- Education: United States Coast Guard Academy; Massachusetts Institute of Technology; Catholic University of America;
- Occupations: Engineer; academic administrator
- Employers: United States Coast Guard Academy (retired); Yale School of Engineering & Applied Science;
- Known for: Service in U.S. Coast Guard; leadership at Yale SEAS
- Title: James S. Tyler Director, Yale Center for Engineering Innovation & Design; Deputy Dean, Yale School of Engineering & Applied Science
- Awards: Edwin F. Church Medal (2005)

= Vincent Wilczynski =

American engineer and academic administrator

Vincent Wilczynski is an American engineer, known particularly for his work in STEM education.

==Education and career==
Wilczynski completed a bachelor's of science at the United States Coast Guard Academy, then earned a master's of science in mechanical engineering from the Massachusetts Institute of Technology, followed by a doctorate in the same subject at the Catholic University of America.

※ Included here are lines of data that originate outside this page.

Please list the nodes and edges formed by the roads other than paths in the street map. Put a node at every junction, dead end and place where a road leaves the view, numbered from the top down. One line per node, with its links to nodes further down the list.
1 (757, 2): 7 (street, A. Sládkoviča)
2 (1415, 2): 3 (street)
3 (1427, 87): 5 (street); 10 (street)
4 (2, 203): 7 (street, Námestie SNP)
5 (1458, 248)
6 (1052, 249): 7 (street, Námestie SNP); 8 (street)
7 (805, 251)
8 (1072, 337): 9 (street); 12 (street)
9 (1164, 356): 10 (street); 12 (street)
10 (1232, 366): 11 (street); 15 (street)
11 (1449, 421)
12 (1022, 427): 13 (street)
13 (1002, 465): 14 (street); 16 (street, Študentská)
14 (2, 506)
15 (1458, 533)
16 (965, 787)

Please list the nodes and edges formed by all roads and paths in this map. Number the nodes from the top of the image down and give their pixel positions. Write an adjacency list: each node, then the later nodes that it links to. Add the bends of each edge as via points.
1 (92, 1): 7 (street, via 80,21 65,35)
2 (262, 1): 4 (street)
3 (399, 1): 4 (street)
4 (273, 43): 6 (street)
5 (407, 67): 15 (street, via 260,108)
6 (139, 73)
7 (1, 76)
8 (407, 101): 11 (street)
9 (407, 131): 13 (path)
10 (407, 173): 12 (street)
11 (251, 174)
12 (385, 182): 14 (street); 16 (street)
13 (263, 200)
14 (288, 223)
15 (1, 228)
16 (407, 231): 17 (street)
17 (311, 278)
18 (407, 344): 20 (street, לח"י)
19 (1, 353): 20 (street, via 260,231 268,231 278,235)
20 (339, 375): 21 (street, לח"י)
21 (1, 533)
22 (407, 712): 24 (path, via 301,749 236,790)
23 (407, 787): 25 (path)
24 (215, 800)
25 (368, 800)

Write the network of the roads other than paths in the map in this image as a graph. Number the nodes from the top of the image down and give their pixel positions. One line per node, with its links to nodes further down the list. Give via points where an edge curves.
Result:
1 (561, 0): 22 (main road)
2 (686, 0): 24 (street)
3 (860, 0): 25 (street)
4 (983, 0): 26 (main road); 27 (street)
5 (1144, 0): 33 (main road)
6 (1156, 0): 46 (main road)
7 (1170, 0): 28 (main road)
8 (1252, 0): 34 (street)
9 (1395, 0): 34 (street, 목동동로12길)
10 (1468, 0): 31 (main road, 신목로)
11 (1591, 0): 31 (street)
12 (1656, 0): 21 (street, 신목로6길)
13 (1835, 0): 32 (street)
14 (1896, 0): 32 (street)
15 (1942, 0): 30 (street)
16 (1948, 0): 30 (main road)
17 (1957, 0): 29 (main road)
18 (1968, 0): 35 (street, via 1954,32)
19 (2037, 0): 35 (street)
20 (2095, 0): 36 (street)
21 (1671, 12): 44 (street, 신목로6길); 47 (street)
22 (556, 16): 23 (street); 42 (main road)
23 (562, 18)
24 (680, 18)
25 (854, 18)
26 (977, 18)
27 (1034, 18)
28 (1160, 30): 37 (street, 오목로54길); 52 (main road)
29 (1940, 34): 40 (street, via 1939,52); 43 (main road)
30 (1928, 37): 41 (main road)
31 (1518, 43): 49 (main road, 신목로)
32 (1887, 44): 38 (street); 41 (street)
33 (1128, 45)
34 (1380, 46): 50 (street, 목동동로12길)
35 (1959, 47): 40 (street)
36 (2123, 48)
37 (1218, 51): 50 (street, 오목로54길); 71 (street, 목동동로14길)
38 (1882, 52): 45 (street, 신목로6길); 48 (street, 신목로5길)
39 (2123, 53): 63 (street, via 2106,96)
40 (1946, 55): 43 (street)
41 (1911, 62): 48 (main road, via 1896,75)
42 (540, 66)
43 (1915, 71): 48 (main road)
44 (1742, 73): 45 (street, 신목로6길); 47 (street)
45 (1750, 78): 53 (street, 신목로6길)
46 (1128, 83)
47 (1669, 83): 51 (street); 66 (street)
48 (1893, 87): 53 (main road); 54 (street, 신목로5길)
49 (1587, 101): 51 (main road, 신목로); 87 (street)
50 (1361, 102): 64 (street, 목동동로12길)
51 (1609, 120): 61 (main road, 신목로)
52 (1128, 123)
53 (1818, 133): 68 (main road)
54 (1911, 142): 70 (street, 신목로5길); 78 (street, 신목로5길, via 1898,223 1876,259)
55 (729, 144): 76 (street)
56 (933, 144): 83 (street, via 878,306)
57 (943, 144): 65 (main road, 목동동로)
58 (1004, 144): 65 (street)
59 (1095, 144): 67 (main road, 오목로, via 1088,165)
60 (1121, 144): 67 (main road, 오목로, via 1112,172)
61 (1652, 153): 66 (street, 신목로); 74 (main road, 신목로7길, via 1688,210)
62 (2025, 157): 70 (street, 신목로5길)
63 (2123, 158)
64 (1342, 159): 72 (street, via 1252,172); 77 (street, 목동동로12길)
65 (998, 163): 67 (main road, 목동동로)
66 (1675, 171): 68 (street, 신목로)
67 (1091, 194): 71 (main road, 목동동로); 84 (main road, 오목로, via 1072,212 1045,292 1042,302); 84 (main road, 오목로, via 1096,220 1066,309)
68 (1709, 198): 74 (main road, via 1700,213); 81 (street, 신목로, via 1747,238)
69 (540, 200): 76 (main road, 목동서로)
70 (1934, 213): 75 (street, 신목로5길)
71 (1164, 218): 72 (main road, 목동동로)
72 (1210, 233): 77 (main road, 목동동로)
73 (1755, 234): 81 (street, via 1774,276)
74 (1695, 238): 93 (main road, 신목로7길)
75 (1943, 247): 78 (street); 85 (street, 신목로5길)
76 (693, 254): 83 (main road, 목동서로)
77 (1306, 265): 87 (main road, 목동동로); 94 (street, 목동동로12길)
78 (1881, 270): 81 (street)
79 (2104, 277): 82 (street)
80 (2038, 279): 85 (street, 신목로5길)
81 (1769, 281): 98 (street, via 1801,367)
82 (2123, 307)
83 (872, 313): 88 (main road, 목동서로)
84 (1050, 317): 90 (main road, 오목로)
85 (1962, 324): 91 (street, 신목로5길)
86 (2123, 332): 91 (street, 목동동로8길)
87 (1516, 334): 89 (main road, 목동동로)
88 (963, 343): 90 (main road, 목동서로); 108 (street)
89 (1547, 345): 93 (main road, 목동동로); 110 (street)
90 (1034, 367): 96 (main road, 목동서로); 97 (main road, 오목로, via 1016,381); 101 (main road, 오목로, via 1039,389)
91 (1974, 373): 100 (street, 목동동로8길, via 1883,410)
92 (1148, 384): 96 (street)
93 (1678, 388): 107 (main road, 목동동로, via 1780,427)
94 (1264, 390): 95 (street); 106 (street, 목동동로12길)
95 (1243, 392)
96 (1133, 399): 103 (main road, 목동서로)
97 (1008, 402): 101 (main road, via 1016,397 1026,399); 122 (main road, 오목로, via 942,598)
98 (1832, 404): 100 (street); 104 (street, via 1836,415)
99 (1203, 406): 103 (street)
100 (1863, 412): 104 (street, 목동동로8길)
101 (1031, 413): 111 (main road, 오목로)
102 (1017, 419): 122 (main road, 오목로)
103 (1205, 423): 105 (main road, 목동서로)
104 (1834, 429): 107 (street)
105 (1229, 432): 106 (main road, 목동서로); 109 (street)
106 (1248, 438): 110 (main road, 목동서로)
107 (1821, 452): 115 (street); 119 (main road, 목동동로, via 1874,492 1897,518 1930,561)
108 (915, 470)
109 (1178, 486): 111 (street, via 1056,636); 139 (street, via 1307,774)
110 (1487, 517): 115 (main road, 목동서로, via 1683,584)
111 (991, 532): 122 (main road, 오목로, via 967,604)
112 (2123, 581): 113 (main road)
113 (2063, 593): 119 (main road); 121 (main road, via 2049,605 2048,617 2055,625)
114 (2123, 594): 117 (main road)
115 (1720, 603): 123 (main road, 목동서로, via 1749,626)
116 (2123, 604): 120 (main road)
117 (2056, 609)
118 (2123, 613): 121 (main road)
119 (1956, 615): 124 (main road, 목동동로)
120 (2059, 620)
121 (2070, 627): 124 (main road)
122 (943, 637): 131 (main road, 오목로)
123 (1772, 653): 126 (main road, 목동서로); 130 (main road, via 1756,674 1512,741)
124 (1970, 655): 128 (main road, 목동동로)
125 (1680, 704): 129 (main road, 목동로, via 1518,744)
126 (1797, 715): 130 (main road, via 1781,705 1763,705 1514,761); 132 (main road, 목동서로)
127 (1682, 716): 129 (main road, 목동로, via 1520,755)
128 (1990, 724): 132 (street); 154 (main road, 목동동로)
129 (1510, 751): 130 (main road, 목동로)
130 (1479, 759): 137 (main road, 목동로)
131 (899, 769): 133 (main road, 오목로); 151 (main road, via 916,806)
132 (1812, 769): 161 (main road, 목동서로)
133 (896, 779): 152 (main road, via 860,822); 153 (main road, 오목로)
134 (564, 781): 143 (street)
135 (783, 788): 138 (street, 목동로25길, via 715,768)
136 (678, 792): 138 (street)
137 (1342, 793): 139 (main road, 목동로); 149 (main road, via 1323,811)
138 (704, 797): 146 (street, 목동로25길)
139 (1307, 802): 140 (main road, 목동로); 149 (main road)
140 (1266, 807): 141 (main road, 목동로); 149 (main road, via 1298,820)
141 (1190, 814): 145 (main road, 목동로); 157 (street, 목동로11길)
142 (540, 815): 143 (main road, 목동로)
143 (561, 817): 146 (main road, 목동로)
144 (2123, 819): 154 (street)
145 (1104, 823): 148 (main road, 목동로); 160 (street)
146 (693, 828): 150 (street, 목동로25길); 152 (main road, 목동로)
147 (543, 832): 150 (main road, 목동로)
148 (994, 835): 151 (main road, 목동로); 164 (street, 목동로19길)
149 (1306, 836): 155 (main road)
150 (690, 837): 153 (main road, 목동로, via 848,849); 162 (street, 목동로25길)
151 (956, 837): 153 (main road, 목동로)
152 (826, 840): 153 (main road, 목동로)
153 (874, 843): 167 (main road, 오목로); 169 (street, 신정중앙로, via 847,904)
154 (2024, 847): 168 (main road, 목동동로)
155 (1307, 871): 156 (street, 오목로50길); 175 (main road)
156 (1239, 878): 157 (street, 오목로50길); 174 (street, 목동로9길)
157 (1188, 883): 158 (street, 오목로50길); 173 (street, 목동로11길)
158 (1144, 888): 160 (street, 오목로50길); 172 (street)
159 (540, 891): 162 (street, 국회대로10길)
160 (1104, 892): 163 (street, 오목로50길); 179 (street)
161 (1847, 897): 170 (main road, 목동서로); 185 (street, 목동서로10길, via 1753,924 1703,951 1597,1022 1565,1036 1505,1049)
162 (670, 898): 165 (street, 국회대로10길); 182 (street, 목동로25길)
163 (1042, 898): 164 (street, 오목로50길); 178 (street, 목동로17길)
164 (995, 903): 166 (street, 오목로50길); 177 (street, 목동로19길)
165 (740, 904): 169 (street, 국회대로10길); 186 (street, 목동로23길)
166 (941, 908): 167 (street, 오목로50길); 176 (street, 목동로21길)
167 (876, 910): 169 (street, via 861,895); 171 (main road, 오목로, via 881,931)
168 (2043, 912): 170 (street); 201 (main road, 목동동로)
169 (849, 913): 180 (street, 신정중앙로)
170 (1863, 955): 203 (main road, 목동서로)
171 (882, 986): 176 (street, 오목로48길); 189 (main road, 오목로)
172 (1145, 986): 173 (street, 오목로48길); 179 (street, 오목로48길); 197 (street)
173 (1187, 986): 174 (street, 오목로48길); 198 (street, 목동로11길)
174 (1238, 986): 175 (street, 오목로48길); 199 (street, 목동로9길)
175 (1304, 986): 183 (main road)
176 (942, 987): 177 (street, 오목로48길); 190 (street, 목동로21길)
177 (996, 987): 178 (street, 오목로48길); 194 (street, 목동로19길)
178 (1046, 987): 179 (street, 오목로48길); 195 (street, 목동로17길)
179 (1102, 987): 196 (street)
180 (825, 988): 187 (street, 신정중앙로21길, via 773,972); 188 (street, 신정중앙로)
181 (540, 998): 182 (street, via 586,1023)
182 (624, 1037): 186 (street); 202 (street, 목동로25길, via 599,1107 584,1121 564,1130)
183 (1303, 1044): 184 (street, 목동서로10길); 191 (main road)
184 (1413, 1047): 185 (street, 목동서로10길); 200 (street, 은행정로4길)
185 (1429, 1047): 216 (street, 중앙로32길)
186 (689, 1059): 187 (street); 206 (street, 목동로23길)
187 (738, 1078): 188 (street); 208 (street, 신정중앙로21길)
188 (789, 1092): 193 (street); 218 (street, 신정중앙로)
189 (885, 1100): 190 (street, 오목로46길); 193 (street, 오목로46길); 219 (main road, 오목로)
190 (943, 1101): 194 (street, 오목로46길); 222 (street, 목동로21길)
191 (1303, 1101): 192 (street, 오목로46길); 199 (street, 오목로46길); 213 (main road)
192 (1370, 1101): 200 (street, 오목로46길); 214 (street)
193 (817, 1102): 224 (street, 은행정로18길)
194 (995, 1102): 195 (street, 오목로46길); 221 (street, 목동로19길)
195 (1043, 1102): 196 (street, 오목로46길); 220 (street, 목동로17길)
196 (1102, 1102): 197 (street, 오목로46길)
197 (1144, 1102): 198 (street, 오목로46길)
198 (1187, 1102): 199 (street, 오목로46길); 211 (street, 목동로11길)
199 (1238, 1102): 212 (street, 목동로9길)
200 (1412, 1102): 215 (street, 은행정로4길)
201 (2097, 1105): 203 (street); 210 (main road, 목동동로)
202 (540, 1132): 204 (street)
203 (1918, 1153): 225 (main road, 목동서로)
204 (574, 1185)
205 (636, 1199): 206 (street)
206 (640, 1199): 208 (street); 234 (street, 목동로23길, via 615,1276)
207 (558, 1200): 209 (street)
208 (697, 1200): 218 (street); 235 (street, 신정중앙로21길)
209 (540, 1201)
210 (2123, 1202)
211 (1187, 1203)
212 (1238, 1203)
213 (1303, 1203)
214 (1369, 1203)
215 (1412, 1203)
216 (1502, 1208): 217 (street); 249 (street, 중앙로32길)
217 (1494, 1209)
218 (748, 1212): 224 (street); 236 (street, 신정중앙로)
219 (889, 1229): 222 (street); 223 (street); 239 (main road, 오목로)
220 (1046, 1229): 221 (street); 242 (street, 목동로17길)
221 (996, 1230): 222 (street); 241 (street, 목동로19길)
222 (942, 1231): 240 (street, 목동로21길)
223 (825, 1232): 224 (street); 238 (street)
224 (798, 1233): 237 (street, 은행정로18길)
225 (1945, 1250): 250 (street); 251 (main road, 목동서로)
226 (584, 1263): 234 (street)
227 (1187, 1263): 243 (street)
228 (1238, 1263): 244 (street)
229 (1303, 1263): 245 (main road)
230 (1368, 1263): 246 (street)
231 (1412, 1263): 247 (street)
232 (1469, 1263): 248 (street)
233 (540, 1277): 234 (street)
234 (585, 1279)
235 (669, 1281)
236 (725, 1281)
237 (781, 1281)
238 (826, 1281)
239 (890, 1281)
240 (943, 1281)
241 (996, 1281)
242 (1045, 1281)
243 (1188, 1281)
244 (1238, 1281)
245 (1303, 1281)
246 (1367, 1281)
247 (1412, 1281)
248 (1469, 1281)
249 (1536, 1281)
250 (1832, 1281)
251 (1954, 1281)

He served in the United States Coast Guard for 27 years, including dean of engineering at the USGCA, before retiring with the rank of captain in 2010 for a deputy deanship at the Yale School of Engineering & Applied Science and as James S. Tyler Director of Yale's Center for Engineering Innovation & Design. The USGCA granted Wilczynski emeritus status in 2016. As of 2026, Wilczynski serves on the FIRST robotics executive advisory board and is the Board Treasurer.

==Honors and awards==
The American Society of Mechanical Engineers awarded Wilczynski the Edwin F. Church Medal in 2005.